MOHAMMAD IDRIS Vs. NAUSHAD AHMAD

Decided On January 09, 2015
MOHAMMAD IDRIS Appellant
V/S
NAUSHAD AHMAD Respondents

JUDGEMENT

(1.) Having heard the rival contentions, it transpires that Original Suit No. 415/94 launched by the plaintiff (in the capacity of receiver appointed by the Court) against Mohammad Idris seeking eviction from a small portion of the land, which seems to be a part of a big premises as referred the suit property in the schedule mentioned in the last of the plaint. The defendant Mohammad Idris, who succeeded in the property in question after the death of his father Imam Ahmad, pleaded that the suit could not have been instituted in the regular civil court because the premises in question was a building given on rent to his father. So, the proceedings under Section 20 of the Rent Control Act in the Court of Judge, Small Causes should have been initiated. This suit was dismissed by the trial court on 27.7.2001, but its judgment was overturned in appeal No. 132/2001 on dated 12.12.2002. Feeling aggrieved, the tenant Mohammad Idris has come up before this Court in second appeal. Following substantial questions of law were accepted to have been formulated at the time of admission:

(2.) The first substantial question of law is based on the premise that the rented premises was in the shape of a building. So, the Civil Court was not having jurisdiction and the suit ought to have been filed in the Court of Judge, Small Causes. It was contended that even in the times of his father Imam Khan, some correspondences/posts were received at the address of the premises, which reflects that the property in question was a dwelling place. It was not merely open land and once it is shown that the property in question was a dwelling place, it is enough to presume that it was a roofed structure or the building, as has been envisaged under the UP Rent Control Act.
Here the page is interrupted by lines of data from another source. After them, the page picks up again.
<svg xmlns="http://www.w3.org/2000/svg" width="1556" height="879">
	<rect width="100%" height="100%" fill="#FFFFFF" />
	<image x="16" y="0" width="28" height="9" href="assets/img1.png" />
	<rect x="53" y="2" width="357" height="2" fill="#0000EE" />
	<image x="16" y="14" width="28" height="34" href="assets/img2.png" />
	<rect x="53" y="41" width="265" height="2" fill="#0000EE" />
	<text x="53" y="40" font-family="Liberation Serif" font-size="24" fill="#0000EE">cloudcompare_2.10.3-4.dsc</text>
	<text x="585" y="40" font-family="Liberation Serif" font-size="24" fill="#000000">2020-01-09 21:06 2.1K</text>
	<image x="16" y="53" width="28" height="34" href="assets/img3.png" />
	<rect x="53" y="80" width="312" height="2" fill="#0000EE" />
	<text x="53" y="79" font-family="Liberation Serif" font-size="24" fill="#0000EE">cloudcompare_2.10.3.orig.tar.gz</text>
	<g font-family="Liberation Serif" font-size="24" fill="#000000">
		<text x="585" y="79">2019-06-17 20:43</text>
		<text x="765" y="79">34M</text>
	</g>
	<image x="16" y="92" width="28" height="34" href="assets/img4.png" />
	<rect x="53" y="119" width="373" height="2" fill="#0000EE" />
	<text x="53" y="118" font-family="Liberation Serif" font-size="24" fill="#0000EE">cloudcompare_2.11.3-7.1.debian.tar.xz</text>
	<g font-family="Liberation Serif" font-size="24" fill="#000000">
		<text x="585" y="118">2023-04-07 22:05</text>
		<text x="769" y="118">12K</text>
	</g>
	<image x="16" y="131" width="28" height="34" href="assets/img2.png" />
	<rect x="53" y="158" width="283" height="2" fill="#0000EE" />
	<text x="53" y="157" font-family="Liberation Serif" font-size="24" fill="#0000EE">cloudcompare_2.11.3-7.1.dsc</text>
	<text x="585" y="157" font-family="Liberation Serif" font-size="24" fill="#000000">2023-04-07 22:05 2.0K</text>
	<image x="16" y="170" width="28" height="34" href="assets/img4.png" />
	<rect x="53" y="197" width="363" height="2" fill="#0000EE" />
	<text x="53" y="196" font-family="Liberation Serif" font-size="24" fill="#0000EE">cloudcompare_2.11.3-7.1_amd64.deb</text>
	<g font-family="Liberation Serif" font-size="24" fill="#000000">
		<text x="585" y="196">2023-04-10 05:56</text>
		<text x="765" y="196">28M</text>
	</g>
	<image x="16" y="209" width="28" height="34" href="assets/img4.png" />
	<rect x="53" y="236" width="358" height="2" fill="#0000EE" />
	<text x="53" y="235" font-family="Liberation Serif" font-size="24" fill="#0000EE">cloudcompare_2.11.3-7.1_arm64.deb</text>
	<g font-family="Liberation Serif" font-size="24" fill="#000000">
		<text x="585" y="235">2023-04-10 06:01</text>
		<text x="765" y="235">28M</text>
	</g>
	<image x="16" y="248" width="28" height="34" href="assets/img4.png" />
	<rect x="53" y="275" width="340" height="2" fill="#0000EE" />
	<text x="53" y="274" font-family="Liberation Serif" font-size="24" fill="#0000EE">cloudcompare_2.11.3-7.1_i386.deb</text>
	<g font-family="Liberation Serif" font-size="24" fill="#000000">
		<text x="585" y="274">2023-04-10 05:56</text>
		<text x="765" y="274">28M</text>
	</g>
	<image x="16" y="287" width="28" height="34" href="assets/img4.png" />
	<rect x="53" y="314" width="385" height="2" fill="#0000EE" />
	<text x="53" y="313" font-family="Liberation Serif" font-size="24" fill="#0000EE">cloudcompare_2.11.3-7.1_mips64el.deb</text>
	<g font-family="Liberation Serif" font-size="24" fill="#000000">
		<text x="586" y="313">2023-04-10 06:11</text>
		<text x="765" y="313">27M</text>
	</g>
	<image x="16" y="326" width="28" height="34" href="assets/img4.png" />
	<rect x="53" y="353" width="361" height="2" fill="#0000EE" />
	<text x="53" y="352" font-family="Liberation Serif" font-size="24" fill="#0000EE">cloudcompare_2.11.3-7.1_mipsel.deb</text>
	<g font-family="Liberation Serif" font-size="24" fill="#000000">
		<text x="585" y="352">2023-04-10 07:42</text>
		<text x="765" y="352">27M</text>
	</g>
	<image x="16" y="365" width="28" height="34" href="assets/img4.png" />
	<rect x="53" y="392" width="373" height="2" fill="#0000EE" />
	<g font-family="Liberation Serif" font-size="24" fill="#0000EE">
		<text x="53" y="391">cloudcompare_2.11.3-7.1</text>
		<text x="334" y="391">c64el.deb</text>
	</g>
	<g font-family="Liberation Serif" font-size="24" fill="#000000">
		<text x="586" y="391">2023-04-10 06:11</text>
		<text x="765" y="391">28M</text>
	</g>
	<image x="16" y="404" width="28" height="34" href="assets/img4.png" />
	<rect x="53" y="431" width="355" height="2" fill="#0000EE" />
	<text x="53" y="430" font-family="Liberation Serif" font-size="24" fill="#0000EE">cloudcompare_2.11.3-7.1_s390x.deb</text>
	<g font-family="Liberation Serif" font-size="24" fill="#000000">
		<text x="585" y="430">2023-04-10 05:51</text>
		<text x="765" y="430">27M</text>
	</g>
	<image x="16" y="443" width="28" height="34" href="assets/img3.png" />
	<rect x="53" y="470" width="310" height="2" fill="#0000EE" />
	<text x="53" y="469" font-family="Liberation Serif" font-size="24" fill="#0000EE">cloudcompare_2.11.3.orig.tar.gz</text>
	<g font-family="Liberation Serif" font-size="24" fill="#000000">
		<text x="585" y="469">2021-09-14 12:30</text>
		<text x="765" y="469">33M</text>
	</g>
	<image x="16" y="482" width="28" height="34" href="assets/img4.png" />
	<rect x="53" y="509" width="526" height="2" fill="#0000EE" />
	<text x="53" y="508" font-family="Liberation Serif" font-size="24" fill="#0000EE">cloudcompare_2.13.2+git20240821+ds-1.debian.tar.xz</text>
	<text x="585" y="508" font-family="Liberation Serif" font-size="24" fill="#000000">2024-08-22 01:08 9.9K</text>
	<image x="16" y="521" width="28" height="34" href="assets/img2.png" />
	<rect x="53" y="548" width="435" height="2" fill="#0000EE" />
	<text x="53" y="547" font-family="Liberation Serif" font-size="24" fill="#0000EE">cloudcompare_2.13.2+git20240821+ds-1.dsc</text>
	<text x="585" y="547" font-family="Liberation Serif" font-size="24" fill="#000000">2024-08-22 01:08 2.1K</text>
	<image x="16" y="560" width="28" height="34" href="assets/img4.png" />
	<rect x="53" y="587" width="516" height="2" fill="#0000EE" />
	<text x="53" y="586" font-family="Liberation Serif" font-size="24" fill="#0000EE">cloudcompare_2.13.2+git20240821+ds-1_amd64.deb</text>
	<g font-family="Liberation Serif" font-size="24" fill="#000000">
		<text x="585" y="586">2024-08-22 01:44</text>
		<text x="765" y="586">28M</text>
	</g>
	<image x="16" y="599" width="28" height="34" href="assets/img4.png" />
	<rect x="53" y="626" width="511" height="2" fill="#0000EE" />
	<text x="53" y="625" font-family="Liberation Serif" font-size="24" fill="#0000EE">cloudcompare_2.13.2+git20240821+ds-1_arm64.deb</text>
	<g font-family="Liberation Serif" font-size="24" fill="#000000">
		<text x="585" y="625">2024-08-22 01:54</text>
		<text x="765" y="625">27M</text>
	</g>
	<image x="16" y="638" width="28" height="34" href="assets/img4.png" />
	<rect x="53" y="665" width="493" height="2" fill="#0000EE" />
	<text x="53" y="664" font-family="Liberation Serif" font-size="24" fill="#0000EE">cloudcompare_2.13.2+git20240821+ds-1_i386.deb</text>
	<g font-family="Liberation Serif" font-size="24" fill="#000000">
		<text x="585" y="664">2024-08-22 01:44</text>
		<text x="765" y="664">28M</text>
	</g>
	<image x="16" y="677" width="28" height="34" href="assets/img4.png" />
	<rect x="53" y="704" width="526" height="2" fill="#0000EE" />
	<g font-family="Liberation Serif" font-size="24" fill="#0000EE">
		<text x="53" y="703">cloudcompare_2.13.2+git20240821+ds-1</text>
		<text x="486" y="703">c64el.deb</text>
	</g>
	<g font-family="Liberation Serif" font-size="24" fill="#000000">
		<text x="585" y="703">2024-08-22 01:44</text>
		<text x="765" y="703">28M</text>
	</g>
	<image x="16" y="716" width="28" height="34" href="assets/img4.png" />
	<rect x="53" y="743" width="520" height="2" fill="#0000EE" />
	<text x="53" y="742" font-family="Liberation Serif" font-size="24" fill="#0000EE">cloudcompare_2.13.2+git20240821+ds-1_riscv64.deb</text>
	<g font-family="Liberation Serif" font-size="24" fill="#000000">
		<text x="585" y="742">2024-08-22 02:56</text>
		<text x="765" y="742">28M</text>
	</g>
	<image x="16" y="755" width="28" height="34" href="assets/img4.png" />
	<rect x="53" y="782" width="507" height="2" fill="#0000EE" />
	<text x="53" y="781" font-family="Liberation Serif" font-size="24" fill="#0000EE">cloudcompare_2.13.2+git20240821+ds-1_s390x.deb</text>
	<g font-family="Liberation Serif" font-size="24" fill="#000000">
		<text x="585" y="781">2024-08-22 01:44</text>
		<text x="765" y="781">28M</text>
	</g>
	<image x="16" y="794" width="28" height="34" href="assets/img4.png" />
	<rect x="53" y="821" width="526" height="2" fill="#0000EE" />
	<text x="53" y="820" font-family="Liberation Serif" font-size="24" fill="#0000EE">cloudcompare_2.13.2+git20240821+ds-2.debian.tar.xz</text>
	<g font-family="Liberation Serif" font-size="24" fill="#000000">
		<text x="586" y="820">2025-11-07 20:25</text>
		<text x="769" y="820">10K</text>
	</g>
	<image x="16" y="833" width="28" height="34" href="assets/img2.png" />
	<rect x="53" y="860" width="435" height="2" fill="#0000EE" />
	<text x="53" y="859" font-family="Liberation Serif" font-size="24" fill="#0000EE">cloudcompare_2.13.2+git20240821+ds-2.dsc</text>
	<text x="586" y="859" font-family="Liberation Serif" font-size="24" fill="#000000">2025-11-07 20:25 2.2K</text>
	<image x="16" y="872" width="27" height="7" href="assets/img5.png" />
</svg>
(3.) This argument of the learned Counsel for the appellant has been refuted by the learned Counsel of the respondent by making the submissions that the rented place was simply a small plot of vacant land and this tin roofed structure in the shape of a kothi (if any) was erected by Imam Khan at his own expenses and this argument is supported by the rent receipts which have been filed on the record bearing the signature of the defendant Mohammad Idris. These rent receipts show that the same were for the open plot in property number 44/13 Gandhi Road, Dehradun. This way, it is sufficient to prove that the rented place was not a roofed structure but only a small piece of vacant land. Being so, the suit cannot be held to be barred from the jurisdiction of the Civil Court. So, this substantial question No. 1 is answered accordingly.